Code Your Own RNN with NumPy
Table of Contents
What is a Recurrent Neural Network and How Do They Work?
Neural networks data as independent, isolated events. In other words, we don’t treat and/or make use of sequential data. Therefore, in order to process a time-series data (e.g. accelerometer data from a seismometer) or a sequence of events (e.g. text) you would have to feed the entire sequence to the neural network at once!
This doesn’t make sense both on a computation-level and a human-level. Think about it, as you read text you are storing a subset of this text in your short-term memory; you are keeping the sequence of words that are relevant for your understanding of the sentence.
This is the idea behind Recurrent Neural Networks. A recurrent neural network (RNN) processes sequences by iterating through the sequence of elements and maintaining a state containing information relative to what it has seen so far. RNNs are called recurrent because they perform the same task for every element of a sequence, with the output being dependent on the previous computations.
In other words, data points are no longer processed in a single step. The network will loop over itself until it performs the same task on each element on the sequence. The RNN will reset itself only when it reaches the final element.
Let’s visualize this before going through an example. Below we see a typical RNN:
Left A single recurrent network, which is nothing more than a network with a loop.

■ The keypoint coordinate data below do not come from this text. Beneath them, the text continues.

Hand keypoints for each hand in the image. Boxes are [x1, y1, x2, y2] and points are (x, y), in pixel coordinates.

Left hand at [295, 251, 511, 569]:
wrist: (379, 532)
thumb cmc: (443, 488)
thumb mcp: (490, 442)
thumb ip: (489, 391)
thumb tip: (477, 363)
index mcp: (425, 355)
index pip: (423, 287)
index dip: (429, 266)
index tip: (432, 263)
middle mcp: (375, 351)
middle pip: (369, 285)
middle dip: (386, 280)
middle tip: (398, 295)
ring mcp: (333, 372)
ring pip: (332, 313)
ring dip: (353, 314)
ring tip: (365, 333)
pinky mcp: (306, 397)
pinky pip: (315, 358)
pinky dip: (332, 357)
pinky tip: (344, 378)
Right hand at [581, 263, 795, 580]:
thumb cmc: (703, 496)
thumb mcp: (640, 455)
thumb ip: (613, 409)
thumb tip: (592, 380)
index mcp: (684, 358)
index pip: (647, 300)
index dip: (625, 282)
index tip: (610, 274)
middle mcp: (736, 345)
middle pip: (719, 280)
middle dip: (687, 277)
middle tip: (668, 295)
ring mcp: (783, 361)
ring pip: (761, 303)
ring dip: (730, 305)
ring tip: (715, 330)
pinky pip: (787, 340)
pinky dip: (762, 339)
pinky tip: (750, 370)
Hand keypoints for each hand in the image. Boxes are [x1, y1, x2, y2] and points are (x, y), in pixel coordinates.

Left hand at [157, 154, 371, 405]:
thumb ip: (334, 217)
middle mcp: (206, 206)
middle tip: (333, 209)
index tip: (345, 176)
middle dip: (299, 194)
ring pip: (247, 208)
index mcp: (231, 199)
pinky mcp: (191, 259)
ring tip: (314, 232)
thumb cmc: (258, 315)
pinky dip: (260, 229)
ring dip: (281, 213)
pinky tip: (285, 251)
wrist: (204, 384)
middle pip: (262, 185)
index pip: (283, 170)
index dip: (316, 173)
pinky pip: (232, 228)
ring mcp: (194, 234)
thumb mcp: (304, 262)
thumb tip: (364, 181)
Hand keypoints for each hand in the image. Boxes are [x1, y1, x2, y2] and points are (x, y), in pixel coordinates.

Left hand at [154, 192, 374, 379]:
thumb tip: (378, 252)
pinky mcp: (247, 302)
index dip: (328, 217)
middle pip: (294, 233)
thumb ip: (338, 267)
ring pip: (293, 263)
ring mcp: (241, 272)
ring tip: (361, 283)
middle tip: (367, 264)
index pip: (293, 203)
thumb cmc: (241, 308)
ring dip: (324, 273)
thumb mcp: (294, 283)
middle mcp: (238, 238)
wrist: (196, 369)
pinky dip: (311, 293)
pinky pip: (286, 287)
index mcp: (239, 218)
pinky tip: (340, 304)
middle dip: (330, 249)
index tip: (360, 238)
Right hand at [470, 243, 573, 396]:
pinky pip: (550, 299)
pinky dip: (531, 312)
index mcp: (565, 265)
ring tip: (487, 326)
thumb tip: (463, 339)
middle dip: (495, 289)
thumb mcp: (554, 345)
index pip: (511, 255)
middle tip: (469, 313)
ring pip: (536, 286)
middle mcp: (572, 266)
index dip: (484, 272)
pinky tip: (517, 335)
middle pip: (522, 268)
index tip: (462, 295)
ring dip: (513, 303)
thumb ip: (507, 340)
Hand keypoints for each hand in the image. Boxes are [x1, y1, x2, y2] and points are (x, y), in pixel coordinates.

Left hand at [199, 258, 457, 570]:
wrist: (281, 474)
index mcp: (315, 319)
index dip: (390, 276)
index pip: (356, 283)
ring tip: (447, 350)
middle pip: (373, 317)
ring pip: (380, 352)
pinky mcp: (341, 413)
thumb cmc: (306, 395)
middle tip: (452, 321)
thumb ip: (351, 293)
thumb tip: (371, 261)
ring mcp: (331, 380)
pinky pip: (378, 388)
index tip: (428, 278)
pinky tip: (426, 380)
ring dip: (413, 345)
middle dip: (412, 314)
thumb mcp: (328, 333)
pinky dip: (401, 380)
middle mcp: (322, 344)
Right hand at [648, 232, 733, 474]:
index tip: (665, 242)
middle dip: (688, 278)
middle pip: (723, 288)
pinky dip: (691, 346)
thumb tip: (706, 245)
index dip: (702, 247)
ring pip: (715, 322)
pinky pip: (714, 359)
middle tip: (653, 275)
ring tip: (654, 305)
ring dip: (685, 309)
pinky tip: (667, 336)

Right The same RNN but unrolled for visualization purposes.
$x_t$ and $s_t$ are the input and hidden state (both vectors), respectively, at time $t$. Matrices $U$, $V$, and $W$ are the parameters we want to learn from our data. And $o_t$ is the output vector computed using only the hidden state at time $t$. The hidden state, $s_t$, is calculated based on the previous hidden state ($s_t-1$) and the input at the current step, $x_t$:
$$s_t = f(U * x_t + W * s_t-1)$$
i.e. $s_t$ kept information on what happened from all of the previous steps. It can be thought as a memory object. Note that, unlike other typical neural networks, recurrent neural networks reuse the same parameters (weights) $U$, $V$, and $W$ during the training process. This makes sense since we are performing the same task on each element of the time sequence, $x_t$.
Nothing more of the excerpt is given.